(WHAT THE EXERCISE ASKS) Where does "Каширское" appear in the data? Return each line that holds it.

─── TASK INPUT

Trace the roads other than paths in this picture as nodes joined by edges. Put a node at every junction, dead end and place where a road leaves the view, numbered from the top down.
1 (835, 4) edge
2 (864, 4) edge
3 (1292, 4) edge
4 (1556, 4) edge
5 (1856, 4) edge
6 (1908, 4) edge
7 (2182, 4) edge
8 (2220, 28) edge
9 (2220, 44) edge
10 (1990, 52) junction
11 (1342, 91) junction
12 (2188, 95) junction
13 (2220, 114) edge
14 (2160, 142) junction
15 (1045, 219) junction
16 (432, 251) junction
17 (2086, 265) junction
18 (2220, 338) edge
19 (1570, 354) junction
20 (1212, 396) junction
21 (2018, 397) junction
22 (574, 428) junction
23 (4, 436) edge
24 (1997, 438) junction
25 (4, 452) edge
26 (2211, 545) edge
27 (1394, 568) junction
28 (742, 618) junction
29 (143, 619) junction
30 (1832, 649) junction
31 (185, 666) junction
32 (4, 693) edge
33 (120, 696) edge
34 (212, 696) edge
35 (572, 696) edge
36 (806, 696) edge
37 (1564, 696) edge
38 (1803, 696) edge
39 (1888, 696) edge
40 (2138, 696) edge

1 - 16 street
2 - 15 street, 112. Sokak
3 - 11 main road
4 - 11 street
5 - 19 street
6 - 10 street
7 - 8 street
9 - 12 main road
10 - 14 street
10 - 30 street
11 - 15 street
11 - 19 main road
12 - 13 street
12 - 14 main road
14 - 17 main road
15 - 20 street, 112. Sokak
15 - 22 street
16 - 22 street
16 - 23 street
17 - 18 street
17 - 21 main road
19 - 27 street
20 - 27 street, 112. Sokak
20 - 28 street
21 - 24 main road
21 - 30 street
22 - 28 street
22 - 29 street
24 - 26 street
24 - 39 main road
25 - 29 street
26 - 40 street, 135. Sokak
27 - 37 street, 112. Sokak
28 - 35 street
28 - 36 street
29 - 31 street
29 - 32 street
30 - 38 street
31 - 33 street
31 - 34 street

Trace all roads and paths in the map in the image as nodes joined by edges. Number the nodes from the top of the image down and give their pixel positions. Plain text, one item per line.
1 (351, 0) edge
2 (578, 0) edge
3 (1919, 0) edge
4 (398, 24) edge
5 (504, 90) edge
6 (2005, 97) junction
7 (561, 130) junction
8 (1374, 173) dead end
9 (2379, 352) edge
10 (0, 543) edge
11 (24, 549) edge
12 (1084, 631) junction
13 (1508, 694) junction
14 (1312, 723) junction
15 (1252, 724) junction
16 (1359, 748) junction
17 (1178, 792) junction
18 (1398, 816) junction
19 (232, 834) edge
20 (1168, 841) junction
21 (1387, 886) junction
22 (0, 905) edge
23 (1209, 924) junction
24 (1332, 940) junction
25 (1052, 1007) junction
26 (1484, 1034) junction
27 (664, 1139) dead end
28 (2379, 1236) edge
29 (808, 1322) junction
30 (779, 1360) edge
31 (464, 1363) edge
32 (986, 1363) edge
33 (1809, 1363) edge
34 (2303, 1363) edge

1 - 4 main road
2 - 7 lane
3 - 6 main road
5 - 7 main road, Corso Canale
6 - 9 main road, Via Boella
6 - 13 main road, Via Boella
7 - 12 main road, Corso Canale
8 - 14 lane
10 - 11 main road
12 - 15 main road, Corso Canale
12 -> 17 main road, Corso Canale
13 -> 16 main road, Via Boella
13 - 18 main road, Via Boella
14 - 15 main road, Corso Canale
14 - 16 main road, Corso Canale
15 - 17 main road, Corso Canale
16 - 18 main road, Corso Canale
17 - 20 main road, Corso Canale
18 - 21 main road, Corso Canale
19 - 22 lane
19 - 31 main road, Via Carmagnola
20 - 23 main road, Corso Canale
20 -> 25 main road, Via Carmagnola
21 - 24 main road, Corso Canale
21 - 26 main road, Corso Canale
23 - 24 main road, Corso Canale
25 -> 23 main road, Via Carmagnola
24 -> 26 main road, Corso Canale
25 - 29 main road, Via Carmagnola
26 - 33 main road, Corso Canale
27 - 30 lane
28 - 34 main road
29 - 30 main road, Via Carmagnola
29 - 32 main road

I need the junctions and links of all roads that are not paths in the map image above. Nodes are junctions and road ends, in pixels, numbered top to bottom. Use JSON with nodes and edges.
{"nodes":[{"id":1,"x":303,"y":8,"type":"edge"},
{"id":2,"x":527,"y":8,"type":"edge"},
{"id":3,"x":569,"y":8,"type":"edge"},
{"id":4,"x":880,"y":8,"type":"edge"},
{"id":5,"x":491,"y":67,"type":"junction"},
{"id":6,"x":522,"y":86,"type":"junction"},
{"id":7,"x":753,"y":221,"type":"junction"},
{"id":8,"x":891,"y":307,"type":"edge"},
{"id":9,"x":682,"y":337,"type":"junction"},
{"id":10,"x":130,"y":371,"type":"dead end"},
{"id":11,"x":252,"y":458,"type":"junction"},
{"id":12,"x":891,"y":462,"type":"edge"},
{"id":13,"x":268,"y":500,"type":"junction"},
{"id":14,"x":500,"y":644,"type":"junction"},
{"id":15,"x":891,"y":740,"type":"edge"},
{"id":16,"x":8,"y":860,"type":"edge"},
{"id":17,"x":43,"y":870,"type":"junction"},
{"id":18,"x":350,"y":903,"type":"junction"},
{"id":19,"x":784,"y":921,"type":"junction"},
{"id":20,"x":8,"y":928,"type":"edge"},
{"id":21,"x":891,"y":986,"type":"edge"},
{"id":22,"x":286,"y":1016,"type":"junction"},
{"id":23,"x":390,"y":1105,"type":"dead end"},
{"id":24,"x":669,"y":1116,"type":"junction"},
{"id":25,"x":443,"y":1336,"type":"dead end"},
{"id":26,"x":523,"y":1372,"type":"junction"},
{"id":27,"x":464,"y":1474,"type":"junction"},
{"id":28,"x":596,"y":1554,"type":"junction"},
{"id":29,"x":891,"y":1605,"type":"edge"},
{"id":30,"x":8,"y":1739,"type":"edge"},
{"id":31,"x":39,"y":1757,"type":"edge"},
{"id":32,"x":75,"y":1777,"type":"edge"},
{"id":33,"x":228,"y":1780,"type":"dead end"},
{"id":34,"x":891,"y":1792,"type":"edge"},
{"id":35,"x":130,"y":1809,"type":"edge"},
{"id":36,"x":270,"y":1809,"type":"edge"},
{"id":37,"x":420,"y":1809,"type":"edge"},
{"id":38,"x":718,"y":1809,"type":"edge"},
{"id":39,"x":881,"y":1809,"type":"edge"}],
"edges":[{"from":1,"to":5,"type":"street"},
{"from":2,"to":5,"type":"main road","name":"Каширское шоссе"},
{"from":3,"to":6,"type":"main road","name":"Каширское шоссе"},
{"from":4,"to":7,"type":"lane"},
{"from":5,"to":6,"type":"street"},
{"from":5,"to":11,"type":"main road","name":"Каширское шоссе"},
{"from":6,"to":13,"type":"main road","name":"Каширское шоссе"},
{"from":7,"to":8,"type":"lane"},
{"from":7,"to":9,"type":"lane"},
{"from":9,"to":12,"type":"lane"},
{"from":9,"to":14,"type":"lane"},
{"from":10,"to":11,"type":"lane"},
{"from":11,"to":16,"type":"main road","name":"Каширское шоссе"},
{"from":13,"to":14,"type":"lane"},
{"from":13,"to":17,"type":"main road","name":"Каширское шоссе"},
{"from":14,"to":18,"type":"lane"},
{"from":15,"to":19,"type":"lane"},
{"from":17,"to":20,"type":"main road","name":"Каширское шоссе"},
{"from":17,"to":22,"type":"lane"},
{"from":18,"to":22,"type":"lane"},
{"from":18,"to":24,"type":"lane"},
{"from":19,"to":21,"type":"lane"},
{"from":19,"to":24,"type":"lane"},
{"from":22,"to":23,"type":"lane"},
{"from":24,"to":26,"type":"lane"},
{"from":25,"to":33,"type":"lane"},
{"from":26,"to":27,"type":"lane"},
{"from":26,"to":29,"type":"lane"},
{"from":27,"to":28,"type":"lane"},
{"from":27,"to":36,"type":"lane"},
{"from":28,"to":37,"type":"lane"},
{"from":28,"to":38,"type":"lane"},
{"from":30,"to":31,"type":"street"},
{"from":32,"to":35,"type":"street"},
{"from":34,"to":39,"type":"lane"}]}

──────

(RESPONSE TO THE EXERCISE)
{"from":2,"to":5,"type":"main road","name":"Каширское шоссе"},
{"from":3,"to":6,"type":"main road","name":"Каширское шоссе"},
{"from":5,"to":11,"type":"main road","name":"Каширское шоссе"},
{"from":6,"to":13,"type":"main road","name":"Каширское шоссе"},
{"from":11,"to":16,"type":"main road","name":"Каширское шоссе"},
{"from":13,"to":17,"type":"main road","name":"Каширское шоссе"},
{"from":17,"to":20,"type":"main road","name":"Каширское шоссе"},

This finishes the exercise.